About 1,000 Floridians have filed complaints in recent months against the top lenders who pledged earlier this year to work with "underwater" homeowners as part of a national legal settlement of unscrupulous lending practices.
A multistate deal hatched by state and federal leaders in February was supposed to force the country's five largest lenders to lower interest rates, reduce principal or even offer cash to struggling mortgage customers.
But the fine print has left many customers of those lending giants frustrated. The breakdown of the Florida complaints filed against the five lenders who participated in the settlement: Bank of America, 39 percent; Wells Fargo, 28 percent; JPMorgan Chase, 20 percent; Citi, 9 percent; and Ally/GMAC, 4 percent, according to records supplied to the Orlando Sentinel by the Florida Attorney General's Office.
One of the complainants is Eric Larson, owner of a downtown Orlando condominium, who objects to the settlement not requiring a bank to work with an "underwater" mortgage customer -- one whose property is now worth less than the loan -- unless the lender not only services the mortgage but also owns it.
"We didn't know the stipulations in the settlement -- the Wells Fargo 'protections,'*" Larson said. "In order to qualify for a refinance, the loan has to be owned and serviced by Wells. But none of these lenders own these loans -- they securitized them. They make it sound like if you're current on your payments, they will refinance. It sounds really great, but in reality, it's not happening."
A Wells Fargo spokeswoman said she did not know the specifics of Larson's loan and referred questions to a customer website.
Larson, who has studied the settlement terms, said the problem is that Florida Attorney General Pam Bondi and the country's other state attorneys general allowed the banks to set aside only a relatively small pot of money to meet the enormous needs of customers who have been making all the payments on their underwater mortgages. Of the $8.4 billion in the settlement slated for Florida, for example, lenders are required to spend less than 4 percent to help that group of homeowners refinance their mortgages.
"And if you look at how many people are underwater, that's basically a drop in the ocean," Larson said. "They don't have the money to cover the principal reductions, so the banks can't refi, and they aren't."
In the four-county Orlando metropolitan area alone, more than a quarter-million houses are now worth less than their mortgages, according to a first-quarter report by CoreLogic Inc., a real-estate-research group.
Complaints from about 1,000 Floridians have found their way to Bondi, who was a key player in the negotiations that occurred between the 49 attorneys general and the five lenders accused of processing illegal mortgage documents. When the settlement was announced in February, Bondi framed it as "substantial relief to struggling Florida homeowners" and a measure of accountability for the banks.

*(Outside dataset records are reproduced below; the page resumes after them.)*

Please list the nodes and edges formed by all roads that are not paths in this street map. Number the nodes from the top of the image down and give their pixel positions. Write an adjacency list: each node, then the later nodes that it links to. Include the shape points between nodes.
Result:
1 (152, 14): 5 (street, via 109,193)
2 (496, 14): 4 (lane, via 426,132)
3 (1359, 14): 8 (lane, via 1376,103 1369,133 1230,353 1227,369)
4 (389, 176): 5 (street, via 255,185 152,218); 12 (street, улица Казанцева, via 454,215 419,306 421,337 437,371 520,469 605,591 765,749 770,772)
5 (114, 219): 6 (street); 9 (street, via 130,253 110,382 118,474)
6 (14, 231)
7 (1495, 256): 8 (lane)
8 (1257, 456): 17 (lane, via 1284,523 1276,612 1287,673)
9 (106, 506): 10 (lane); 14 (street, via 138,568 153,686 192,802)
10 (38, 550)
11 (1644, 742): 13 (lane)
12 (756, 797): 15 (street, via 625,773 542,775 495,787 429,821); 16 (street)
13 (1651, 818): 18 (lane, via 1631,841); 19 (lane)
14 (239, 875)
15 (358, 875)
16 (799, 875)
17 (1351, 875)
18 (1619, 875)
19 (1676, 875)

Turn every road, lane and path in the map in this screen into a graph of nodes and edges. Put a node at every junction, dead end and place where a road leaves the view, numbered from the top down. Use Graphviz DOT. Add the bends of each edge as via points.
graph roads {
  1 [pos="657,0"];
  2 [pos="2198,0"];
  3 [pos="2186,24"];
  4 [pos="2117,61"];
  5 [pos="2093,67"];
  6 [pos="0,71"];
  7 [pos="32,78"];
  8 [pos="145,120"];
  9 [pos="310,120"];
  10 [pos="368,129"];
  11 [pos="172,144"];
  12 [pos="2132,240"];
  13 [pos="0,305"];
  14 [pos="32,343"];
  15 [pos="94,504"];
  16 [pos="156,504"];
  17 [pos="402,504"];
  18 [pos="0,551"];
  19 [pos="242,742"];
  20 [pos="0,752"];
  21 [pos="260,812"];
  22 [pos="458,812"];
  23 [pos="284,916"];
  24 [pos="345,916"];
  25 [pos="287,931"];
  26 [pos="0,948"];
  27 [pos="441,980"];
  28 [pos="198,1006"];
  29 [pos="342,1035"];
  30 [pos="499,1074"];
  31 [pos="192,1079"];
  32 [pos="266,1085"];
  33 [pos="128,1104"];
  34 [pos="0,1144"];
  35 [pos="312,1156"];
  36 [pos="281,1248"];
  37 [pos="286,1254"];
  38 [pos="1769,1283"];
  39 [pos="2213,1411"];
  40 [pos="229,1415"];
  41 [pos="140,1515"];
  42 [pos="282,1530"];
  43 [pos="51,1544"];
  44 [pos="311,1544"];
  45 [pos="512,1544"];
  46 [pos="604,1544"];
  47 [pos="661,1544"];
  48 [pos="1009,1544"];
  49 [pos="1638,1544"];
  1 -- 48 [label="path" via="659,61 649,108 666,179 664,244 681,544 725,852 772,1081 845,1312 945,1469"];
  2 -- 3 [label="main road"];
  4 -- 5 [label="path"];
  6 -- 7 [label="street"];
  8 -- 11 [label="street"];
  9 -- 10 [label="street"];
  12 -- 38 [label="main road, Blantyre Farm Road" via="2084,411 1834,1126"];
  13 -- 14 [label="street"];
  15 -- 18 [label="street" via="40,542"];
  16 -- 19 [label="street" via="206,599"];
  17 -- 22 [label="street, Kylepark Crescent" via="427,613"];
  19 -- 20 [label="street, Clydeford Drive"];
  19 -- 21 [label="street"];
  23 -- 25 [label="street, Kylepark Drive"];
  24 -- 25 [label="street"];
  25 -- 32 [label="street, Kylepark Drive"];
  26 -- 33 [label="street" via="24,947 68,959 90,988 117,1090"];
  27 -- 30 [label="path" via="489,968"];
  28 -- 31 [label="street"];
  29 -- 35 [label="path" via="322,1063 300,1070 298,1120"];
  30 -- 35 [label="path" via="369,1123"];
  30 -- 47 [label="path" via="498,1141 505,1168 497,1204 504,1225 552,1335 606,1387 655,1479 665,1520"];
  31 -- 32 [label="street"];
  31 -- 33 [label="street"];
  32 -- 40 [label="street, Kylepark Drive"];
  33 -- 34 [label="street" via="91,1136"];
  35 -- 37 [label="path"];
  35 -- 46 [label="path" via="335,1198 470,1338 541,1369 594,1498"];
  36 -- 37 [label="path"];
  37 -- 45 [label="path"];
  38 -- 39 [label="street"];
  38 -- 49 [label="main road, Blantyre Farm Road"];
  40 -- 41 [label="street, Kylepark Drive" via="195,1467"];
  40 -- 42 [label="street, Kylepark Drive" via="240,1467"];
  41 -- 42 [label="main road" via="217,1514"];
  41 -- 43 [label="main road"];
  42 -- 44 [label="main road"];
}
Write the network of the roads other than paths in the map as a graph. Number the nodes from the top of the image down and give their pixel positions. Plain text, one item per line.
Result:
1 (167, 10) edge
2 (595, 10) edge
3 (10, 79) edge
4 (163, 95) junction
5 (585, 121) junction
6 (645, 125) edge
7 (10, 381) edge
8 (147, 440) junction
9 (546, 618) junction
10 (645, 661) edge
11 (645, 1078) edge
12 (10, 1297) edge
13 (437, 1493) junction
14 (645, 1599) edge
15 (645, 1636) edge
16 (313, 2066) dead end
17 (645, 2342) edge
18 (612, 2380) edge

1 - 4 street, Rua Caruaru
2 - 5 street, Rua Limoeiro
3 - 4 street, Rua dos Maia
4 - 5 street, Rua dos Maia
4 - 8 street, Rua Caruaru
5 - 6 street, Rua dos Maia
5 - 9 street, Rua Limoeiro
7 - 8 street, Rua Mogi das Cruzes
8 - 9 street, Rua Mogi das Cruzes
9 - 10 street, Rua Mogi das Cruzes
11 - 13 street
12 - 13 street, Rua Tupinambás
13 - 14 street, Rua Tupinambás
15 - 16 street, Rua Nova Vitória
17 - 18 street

Similarly, U.S. Department of Justice officials said the settlement would benefit homeowners throughout the country by leading to reduced mortgage principal and refinanced loans.
To ensure that mortgage servicers comply with the agreement, Florida is represented on a monitoring committee that has been assigned to oversee the three-year settlement program, a spokeswoman for Bondi's office said. Settlement complaints can be directed through that group at mortgageoversight.com.
"We will continue to ensure compliance with the settlement, and we anticipate setting aside sums to cover the expense of any necessary follow-up, including investigations," an email sent from Bondi's office stated Friday.
Critics of the settlement say compliance isn't the problem -- the problem is that the deal itself does not do enough to help homeowners.
"The settlement is a catastrophe," said Matt Stoller, a fellow at the New York-based Roosevelt Institute, who studied Central Florida's housing woes when he was a senior congressional adviser several years ago. "It was never supposed to fix anything for homeowners. It was just a political whitewash to protect the industry."
The big settlement numbers being bandied about -- such as the $25 billion nationwide figure -- consists mostly of credits the banks get if they do not pursue a deficiency judgment against a homeowner or if they donate a foreclosed house or even have it demolished, Stoller said.
For Larson, even the way complaints are being handled is troublesome. Rather than the Florida Attorney General's Office actively intervening to ensure the lenders meet their obligations, the office forwards Floridians' complaints to the lenders for a response.
"It really seems like the AG's office is directing all the complaints to the banks instead of protecting the taxpayers of Florida," Larson said.